Die EZB hat die Zinsen im Kampf gegen die Inflation im Eiltempo seit Sommer 2022 zehnmal in Serie angehoben. Der Einlagensatz, den Geldhäuser erhalten, wenn sie bei der Notenbank überschüssige Gelder parken, liegt aktuell auf dem Rekordniveau von 4,0 Prozent. Dies bedeutet, dass die EZB den Banken angesichts der hohen Überschussliquidität viele Milliarden an Zinsen zahlen muss, da die Institute überschüssige Gelder in grossem Umfang bei der Notenbank parken. Der Interbankenmarkt, auf dem sich Finanzinstitute untereinander Geld leihen, ist nach den vielen Jahren der ultralockeren Geldpolitik nicht wieder richtig in Gang gekommen.

Was ändert sich?

Die beschlossenen Änderungen bedeuten, dass die EZB künftig die kurzfristigen Marktzinsen über ein nachfragegetriebenes Floor-System steuern wird. Dabei müssen Banken der Zentralbank mitteilen, wie viel Liquidität sie sich von den Währungshütern ausleihen wollen. Der Einlagensatz wird der zentrale geldpolitische Zins bleiben. Denn er setzt die Zinsuntergrenze am Geldmarkt - den niedrigsten Zins, zu dem sich Banken untereinander Geld ausleihen. Der Hauptrefinanzierungssatz, den Banken der EZB für die Bereitstellung von Liquidität zahlen müssen, soll das wichtigste Steuerungsinstrument für die Liquiditätsbereitstellung über die Notenbank sein.
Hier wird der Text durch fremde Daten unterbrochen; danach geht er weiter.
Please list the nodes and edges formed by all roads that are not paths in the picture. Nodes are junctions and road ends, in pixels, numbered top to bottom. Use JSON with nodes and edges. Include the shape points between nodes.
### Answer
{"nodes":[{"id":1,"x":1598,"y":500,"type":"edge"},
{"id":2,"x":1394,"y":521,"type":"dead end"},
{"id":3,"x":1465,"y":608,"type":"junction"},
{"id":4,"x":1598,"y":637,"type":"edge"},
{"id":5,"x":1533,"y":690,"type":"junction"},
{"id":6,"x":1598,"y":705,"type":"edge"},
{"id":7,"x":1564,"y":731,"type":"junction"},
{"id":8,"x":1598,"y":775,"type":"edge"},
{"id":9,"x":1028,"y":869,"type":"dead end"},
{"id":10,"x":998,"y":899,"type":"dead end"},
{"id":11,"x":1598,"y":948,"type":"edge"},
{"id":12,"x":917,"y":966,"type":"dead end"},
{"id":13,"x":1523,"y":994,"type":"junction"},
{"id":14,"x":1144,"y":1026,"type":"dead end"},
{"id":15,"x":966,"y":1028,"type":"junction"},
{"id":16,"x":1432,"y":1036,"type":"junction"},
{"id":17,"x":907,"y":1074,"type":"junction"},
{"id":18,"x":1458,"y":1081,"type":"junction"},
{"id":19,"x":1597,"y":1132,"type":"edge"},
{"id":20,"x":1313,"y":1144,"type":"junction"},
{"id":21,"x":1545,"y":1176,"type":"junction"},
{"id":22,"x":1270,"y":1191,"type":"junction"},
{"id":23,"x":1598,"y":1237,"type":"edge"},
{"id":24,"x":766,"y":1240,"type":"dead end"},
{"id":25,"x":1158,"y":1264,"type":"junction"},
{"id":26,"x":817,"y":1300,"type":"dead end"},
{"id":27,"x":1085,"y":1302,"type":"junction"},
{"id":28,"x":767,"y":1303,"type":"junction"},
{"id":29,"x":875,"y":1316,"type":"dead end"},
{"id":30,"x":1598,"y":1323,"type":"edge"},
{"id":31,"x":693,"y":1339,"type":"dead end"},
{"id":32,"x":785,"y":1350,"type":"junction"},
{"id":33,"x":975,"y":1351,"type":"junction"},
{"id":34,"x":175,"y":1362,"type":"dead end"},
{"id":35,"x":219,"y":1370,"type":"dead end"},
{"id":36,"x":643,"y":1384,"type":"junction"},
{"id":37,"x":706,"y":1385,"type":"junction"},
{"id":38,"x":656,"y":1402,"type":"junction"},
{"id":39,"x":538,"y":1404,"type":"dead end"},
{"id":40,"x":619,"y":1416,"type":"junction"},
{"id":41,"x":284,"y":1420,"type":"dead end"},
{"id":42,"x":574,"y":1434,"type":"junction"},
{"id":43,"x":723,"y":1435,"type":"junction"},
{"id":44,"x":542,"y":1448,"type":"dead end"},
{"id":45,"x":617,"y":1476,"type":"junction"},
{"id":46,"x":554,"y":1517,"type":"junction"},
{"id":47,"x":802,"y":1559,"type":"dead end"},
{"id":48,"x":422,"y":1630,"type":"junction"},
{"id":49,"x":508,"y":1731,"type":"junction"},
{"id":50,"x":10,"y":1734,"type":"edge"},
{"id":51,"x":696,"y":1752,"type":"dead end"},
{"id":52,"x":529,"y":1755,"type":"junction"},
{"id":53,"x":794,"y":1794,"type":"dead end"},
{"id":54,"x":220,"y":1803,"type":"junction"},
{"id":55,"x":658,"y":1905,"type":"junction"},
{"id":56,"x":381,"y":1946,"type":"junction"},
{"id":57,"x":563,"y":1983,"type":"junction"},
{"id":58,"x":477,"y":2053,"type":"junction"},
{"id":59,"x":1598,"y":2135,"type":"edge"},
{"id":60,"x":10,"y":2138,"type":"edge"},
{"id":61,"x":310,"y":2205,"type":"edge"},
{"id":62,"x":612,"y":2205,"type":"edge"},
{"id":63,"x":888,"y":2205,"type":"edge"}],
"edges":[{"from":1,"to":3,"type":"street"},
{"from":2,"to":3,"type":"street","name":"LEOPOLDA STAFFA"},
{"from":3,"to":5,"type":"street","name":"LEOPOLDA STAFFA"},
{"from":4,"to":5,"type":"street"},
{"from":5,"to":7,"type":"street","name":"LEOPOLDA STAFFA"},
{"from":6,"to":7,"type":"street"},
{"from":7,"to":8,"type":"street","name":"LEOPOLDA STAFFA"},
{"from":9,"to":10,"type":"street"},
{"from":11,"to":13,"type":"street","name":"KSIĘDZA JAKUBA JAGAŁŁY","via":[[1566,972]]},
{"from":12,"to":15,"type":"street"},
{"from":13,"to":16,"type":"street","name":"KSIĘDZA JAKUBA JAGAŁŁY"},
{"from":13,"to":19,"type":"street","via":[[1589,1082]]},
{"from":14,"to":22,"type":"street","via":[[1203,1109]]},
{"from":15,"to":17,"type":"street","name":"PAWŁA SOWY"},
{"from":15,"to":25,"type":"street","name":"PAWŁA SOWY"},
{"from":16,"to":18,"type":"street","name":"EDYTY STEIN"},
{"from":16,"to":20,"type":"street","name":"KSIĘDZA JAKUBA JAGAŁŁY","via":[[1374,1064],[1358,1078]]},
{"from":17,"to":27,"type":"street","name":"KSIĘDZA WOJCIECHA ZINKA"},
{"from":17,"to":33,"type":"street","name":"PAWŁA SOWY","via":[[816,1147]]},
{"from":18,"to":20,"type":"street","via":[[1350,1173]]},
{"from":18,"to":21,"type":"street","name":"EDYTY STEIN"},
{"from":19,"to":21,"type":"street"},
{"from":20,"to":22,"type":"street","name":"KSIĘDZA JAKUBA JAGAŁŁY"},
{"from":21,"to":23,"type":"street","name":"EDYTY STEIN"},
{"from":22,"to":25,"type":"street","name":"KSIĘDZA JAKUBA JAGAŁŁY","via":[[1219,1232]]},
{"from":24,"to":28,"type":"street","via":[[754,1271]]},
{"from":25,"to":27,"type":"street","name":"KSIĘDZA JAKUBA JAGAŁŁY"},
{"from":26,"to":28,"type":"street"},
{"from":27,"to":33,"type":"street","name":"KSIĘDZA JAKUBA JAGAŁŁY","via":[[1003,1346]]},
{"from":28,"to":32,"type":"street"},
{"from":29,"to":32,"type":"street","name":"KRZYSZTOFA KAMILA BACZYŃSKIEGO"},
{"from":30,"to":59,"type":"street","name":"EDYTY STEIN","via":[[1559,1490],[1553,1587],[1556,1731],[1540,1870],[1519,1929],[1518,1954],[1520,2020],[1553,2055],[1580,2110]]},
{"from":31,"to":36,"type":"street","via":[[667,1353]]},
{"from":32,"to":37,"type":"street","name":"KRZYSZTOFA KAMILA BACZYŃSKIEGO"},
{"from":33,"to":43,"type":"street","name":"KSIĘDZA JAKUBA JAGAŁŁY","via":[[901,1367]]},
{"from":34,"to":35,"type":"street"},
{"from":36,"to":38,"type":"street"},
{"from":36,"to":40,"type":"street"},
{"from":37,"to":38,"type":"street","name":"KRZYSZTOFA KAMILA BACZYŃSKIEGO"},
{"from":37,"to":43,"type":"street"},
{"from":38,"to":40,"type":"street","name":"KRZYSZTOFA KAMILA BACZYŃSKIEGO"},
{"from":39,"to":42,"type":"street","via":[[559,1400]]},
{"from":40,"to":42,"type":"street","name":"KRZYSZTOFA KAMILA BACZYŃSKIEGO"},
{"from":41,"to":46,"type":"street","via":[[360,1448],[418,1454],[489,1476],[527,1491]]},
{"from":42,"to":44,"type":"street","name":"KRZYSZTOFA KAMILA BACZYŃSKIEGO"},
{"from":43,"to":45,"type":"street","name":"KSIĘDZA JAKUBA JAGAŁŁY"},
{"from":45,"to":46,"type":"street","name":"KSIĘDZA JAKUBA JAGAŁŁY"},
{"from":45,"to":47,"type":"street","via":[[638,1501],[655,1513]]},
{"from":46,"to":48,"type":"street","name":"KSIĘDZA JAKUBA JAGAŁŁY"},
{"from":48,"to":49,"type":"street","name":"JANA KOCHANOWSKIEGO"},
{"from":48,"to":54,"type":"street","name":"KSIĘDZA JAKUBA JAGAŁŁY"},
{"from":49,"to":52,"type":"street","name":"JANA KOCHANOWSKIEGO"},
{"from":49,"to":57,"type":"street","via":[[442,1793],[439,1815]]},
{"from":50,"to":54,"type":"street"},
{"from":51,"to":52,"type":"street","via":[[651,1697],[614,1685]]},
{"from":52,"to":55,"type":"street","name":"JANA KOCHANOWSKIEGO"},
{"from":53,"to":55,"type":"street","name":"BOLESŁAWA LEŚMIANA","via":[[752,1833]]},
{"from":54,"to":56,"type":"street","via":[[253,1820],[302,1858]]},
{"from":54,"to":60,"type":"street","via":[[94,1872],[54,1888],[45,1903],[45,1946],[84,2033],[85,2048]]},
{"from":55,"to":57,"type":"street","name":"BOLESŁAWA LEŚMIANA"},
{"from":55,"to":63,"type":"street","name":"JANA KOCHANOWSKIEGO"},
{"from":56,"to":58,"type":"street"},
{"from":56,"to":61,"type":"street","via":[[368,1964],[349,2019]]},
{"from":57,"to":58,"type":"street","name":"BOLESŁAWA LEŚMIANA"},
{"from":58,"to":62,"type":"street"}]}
Das neue System enthält aber angebotsgesteuerte Elemente, wie etwa ein strukturelles Anleihenportfolio und auch längerfristige grosse Kreditsalven für Banken.

Zinsdifferenz soll kleiner werden

Die EZB will die Zinsdifferenz zwischen dem Einlagensatz, der aktuell bei 4,0 Prozent liegt, und dem Hauptrefinanzierungssatz, der aktuell 4,5 Prozent beträgt, verringern. Dazu soll der Hauptrefinanzierungssatz etwas gesenkt werden, damit die Differenz künftig nur noch 0,15 Prozentpunkte statt bisher 0,50 Prozentpunkte betragen wird. Die EZB will dadurch Anreize schaffen, an ihren wöchentlichen Kreditgeschäften teilzunehmen. Die Zinsdifferenz zwischen dem Spitzenrefinanzierungssatz für Übernachtkredite und dem Hauptrefinanzierungssatz soll bei 0,25 Prozentpunkten bleiben. Die entsprechenden technischen Anpassungen sollen am 18. September wirksam werden.

Und Anleihenkäufe?

Einen Teil der Liquiditätsversorgung von Banken will die EZB künftig über ein strukturelles Anleihenportfolio steuern. Unklar blieb aber zunächst, wie umfangreich dieses künftig sein soll. Auch längerfristige Kreditsalven sollen ein Element der Liquidiätsbereitstellung sein. Nähere Einzelheiten teilte die EZB dazu zunächst nicht mit. Auch liess sie offen, welchen optimalen Umfang ihre Notenbankbilanz künftig haben sollte. Einen beschleunigten Bilanzabbau, indem sie erworbene Anleihen aktiv verkauft, plant sie derzeit nicht. Die EZB will ihren überarbeiteten Instrumentenkasten 2026 überprüfen.